Hmmm, good call. Anyone else after getting one?


----------



## midliferider (27 Dec 2013)

I am looking for Garmin Dakota 20.
I just need a GPS with speed. That is all.


----------



## smokeysmoo (27 Dec 2013)

midliferider said:


> I am looking for Garmin Dakota 20.
> I just need a GPS with speed. That is all.


If you just need a GPS with speed why are you panning on spending so much on one?

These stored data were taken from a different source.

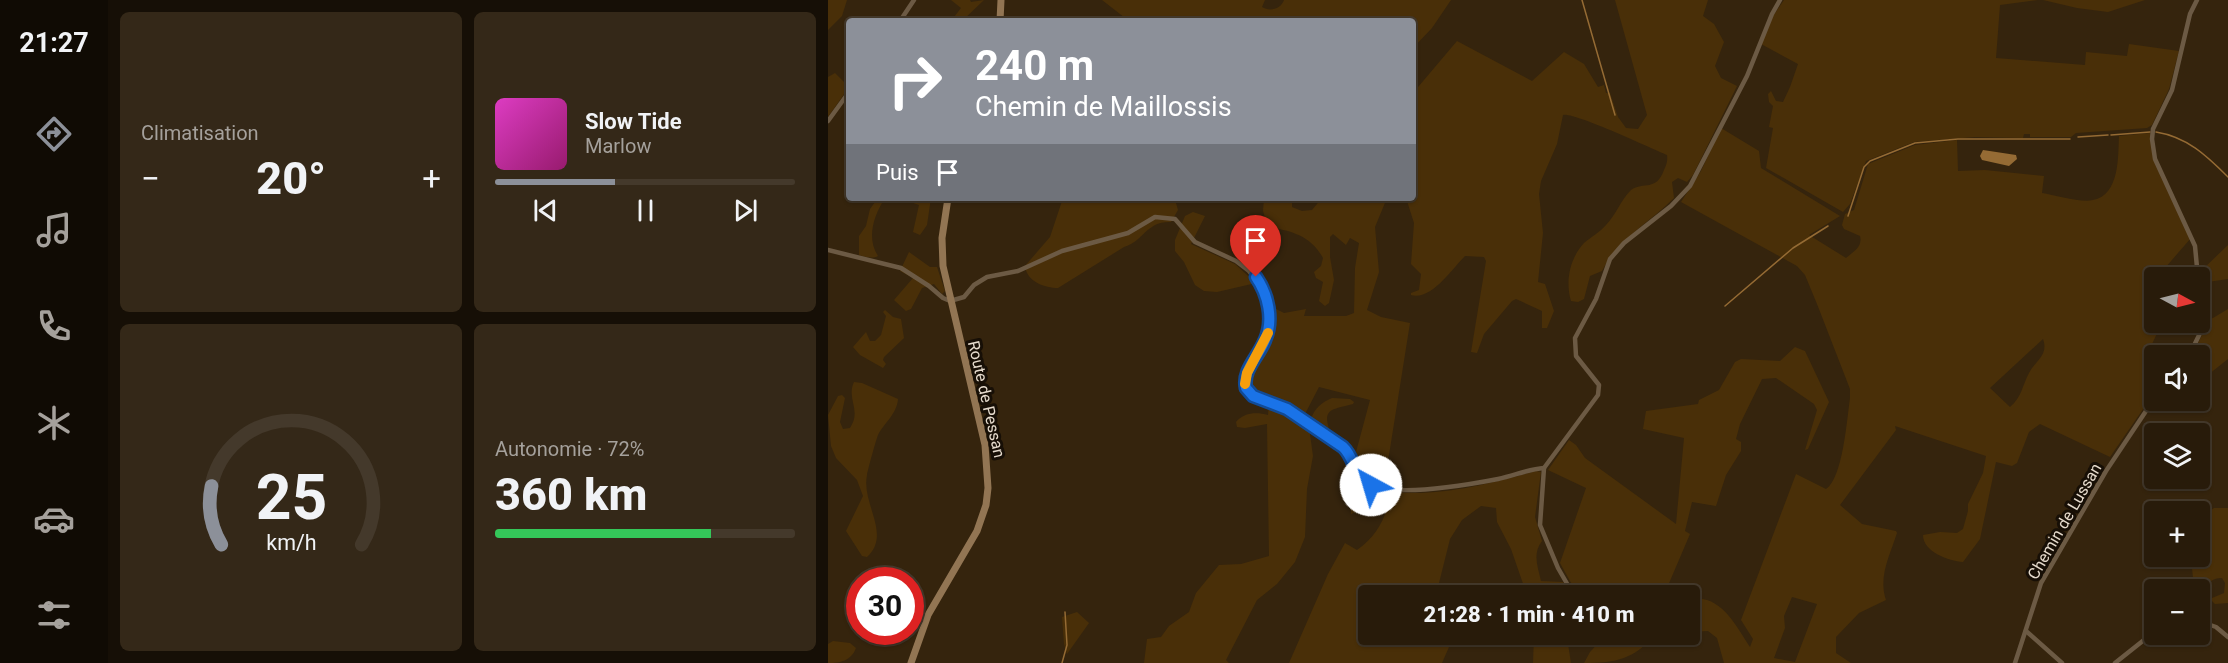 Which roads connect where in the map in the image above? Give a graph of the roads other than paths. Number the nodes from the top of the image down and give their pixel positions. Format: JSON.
{"nodes":[{"id":1,"x":914,"y":0,"type":"edge"},
{"id":2,"x":1001,"y":0,"type":"edge"},
{"id":3,"x":1780,"y":0,"type":"edge"},
{"id":4,"x":2197,"y":0,"type":"edge"},
{"id":5,"x":902,"y":18,"type":"edge"},
{"id":6,"x":1000,"y":18,"type":"edge"},
{"id":7,"x":846,"y":96,"type":"edge"},
{"id":8,"x":828,"y":121,"type":"edge"},
{"id":9,"x":948,"y":201,"type":"edge"},
{"id":10,"x":828,"y":250,"type":"edge"},
{"id":11,"x":2197,"y":267,"type":"edge"},
{"id":12,"x":950,"y":301,"type":"junction"},
{"id":13,"x":2146,"y":411,"type":"edge"},
{"id":14,"x":1544,"y":468,"type":"junction"},
{"id":15,"x":1568,"y":585,"type":"edge"},
{"id":16,"x":2210,"y":625,"type":"edge"},
{"id":17,"x":2026,"y":631,"type":"junction"},
{"id":18,"x":2228,"y":638,"type":"edge"},
{"id":19,"x":2144,"y":640,"type":"edge"},
{"id":20,"x":911,"y":663,"type":"edge"},
{"id":21,"x":2015,"y":663,"type":"edge"},
{"id":22,"x":2062,"y":663,"type":"edge"},
{"id":23,"x":2115,"y":663,"type":"edge"}],
"edges":[{"from":1,"to":5,"type":"street"},
{"from":2,"to":6,"type":"main road"},
{"from":3,"to":14,"type":"street"},
{"from":4,"to":11,"type":"street"},
{"from":7,"to":8,"type":"street"},
{"from":9,"to":12,"type":"main road","name":"Route de Pessan"},
{"from":10,"to":12,"type":"street"},
{"from":12,"to":14,"type":"street"},
{"from":12,"to":20,"type":"main road","name":"Route de Pessan"},
{"from":13,"to":17,"type":"street","name":"Chemin de Lussan"},
{"from":14,"to":15,"type":"street"},
{"from":16,"to":18,"type":"street"},
{"from":17,"to":21,"type":"street","name":"Chemin de Lussan"},
{"from":17,"to":22,"type":"street"},
{"from":19,"to":23,"type":"street"}]}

The Garmin Edge 200 does exactly what you're saying you want and can be had for £79.99 from Halfords


----------



## midliferider (27 Dec 2013)

smokeysmoo said:


> If you just need a GPS with speed why are you panning on spending so much on one?
> 
> The Garmin Edge 200 does exactly what you're saying you want and can be had for £79.99 from Halfords



It does not have a map as such. My ideal one would be just car or motorbike sat nav which tells me where I am and where to go. But they do not have enough battery life.


----------



## shaun o'shea (27 Dec 2013)

I have a 205 garmin you can buy off me for 25 quid plus post,fully working with usb lead and bar mount,think I still have the garmin dvd that came with it.


----------



## smokeysmoo (27 Dec 2013)

shaun o'shea said:


> I have a 205 garmin you can buy off me for 25 quid plus post,fully working with usb lead and bar mount,think I still have the garmin dvd that came with it.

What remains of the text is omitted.